The characters in "Da Sweet Blood" aren't remotely interesting but Lafayette Hightower is the film's most relatable, representative character.  He's figuratively living dead, burned out chasing a society's great lie.  He's a casualty of assimilation, blinded by a rapacious fervor and addiction to endless work (or endless celebrity) and the pitfalls that come with it.  It's the impossible and relentless demand that took the drug-addled life of Whitney Houston, whom a woman in "Da Sweet Blood" evokes in a scene that starts and ends near a bathtub.

The same impossible burdens and stress took (the drug-addled final days of) Michael Jackson (or Philip Seymour Hoffman), superb artists killed by addiction but arguably by the insanity of media, paparazzi and "fame" society.  Hightower is a less noted figure of that genus.  He's not Princess Diana or the King Of Pop but he stands uneasily and tragically in their lofty shoes.  Bobbi Kristina Brown is in that very same place right now, in a dire reality that Twitter, for all its vitriol and instant indictment, can't deny. 

Steeped in art and pristine visions, "Da Sweet Blood Of Jesus" references Michael Jackson in another way in a great opening credits dance number (ala "Do The Right Thing") but with Lil Buck, the brilliant Jookin (rhymes with "bookin") dance artist from Los Angeles.  Some of his precision moves are reminiscent of Mr.

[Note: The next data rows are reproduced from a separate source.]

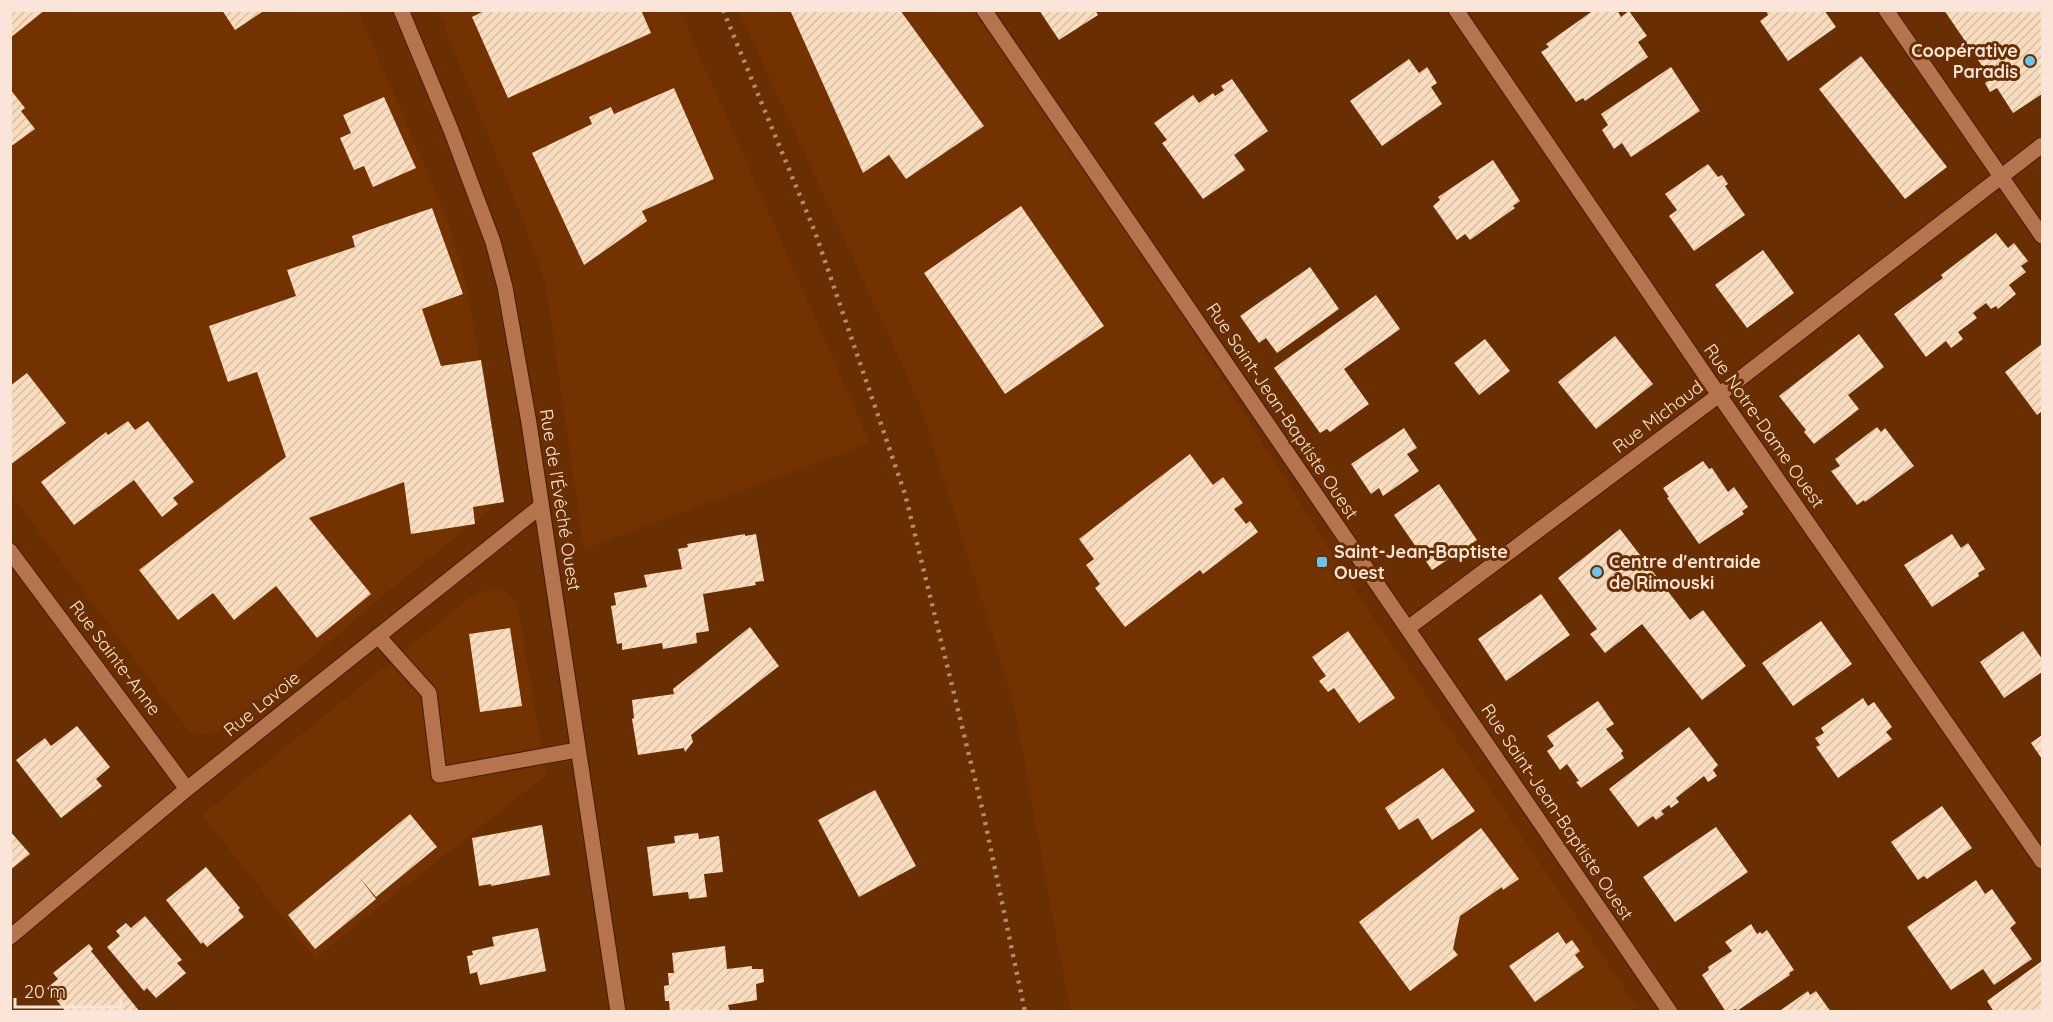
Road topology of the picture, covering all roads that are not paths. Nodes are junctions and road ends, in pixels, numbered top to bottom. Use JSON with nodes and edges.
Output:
{"nodes":[{"id":1,"x":401,"y":10,"type":"edge"},
{"id":2,"x":984,"y":10,"type":"edge"},
{"id":3,"x":1456,"y":10,"type":"edge"},
{"id":4,"x":1886,"y":10,"type":"edge"},
{"id":5,"x":2043,"y":145,"type":"edge"},
{"id":6,"x":2001,"y":178,"type":"junction"},
{"id":7,"x":2043,"y":237,"type":"edge"},
{"id":8,"x":1719,"y":395,"type":"junction"},
{"id":9,"x":541,"y":506,"type":"junction"},
{"id":10,"x":10,"y":551,"type":"edge"},
{"id":11,"x":1408,"y":628,"type":"junction"},
{"id":12,"x":378,"y":636,"type":"junction"},
{"id":13,"x":577,"y":750,"type":"junction"},
{"id":14,"x":187,"y":789,"type":"junction"},
{"id":15,"x":2043,"y":861,"type":"edge"},
{"id":16,"x":10,"y":937,"type":"edge"},
{"id":17,"x":618,"y":1011,"type":"edge"},
{"id":18,"x":1670,"y":1011,"type":"edge"}],
"edges":[{"from":1,"to":9,"type":"street","name":"Rue de l'Évêché Ouest"},
{"from":2,"to":11,"type":"street","name":"Rue Saint-Jean-Baptiste Ouest"},
{"from":3,"to":8,"type":"street","name":"Rue Notre-Dame Ouest"},
{"from":4,"to":6,"type":"street"},
{"from":5,"to":6,"type":"street","name":"Rue Michaud"},
{"from":6,"to":7,"type":"street"},
{"from":6,"to":8,"type":"street","name":"Rue Michaud"},
{"from":8,"to":11,"type":"street","name":"Rue Michaud"},
{"from":8,"to":15,"type":"street","name":"Rue Notre-Dame Ouest"},
{"from":9,"to":12,"type":"street","name":"Rue Lavoie"},
{"from":9,"to":13,"type":"street","name":"Rue de l'Évêché Ouest"},
{"from":10,"to":14,"type":"street","name":"Rue Sainte-Anne"},
{"from":11,"to":18,"type":"street","name":"Rue Saint-Jean-Baptiste Ouest"},
{"from":12,"to":13,"type":"street"},
{"from":12,"to":14,"type":"street","name":"Rue Lavoie"},
{"from":13,"to":17,"type":"street","name":"Rue de l'Évêché Ouest"},
{"from":14,"to":16,"type":"street","name":"Rue Lavoie"}]}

Jackson's moon walk -- a walk which may or may not have come from the art-dance form Jookin -- which evolved at the same time in the early 1980s in Memphis.  Still, Mr. Buck (aka Charles Riley) pays homage to Mr. Jackson with a trademark black hat and top-buttoned white shirt and white undershirt and black pants.  He's brilliant here, starting at an embryonic state in the New York Knicks center circle on the Red Hook playground of Carmelo Anthony.

While "Da Sweet Blood" isn't a remake of Mr. Gunn's 1973 powerhouse there are more than a few similar shots.  Mr. Lee's film has polished and less pastoral environs, and its edges are harder and lighter in places.  Kickstarter, and hundreds of donors helped Mr. Lee get this film made.  Raising over $1.4 million the film, dedicated to Mr. Lee's late brother Christopher "Shadow" Lee, proved to be worth every penny. 

There's only one answer at the end of "Da Sweet Blood Of Jesus".  It's one that, given past ridicules, finally gets its due.  Mr. Lee's iconography and storytelling, even with Mr. Gunn's film as an influence, is still deep and contextual enough in this 21st century landscape to stand firmly on its own as a strong statement and a warning.

Also with: Rami Malek, Thomas Jefferson, Byrd, Felicia Pearson, Jeni Perillo, Nate Bova, Katherine Borowitz, Cinque Lee, Donna Dixon.

"Da Sweet Blood Of Jesus" is not rated by the Motion Picture Association Of America.  It contains lots of blood, violence and some graphic gore, sexual content, full-frontal nudity of the female variety and strong language, some of it sexually suggestive.  Its running time is two hours and three minutes.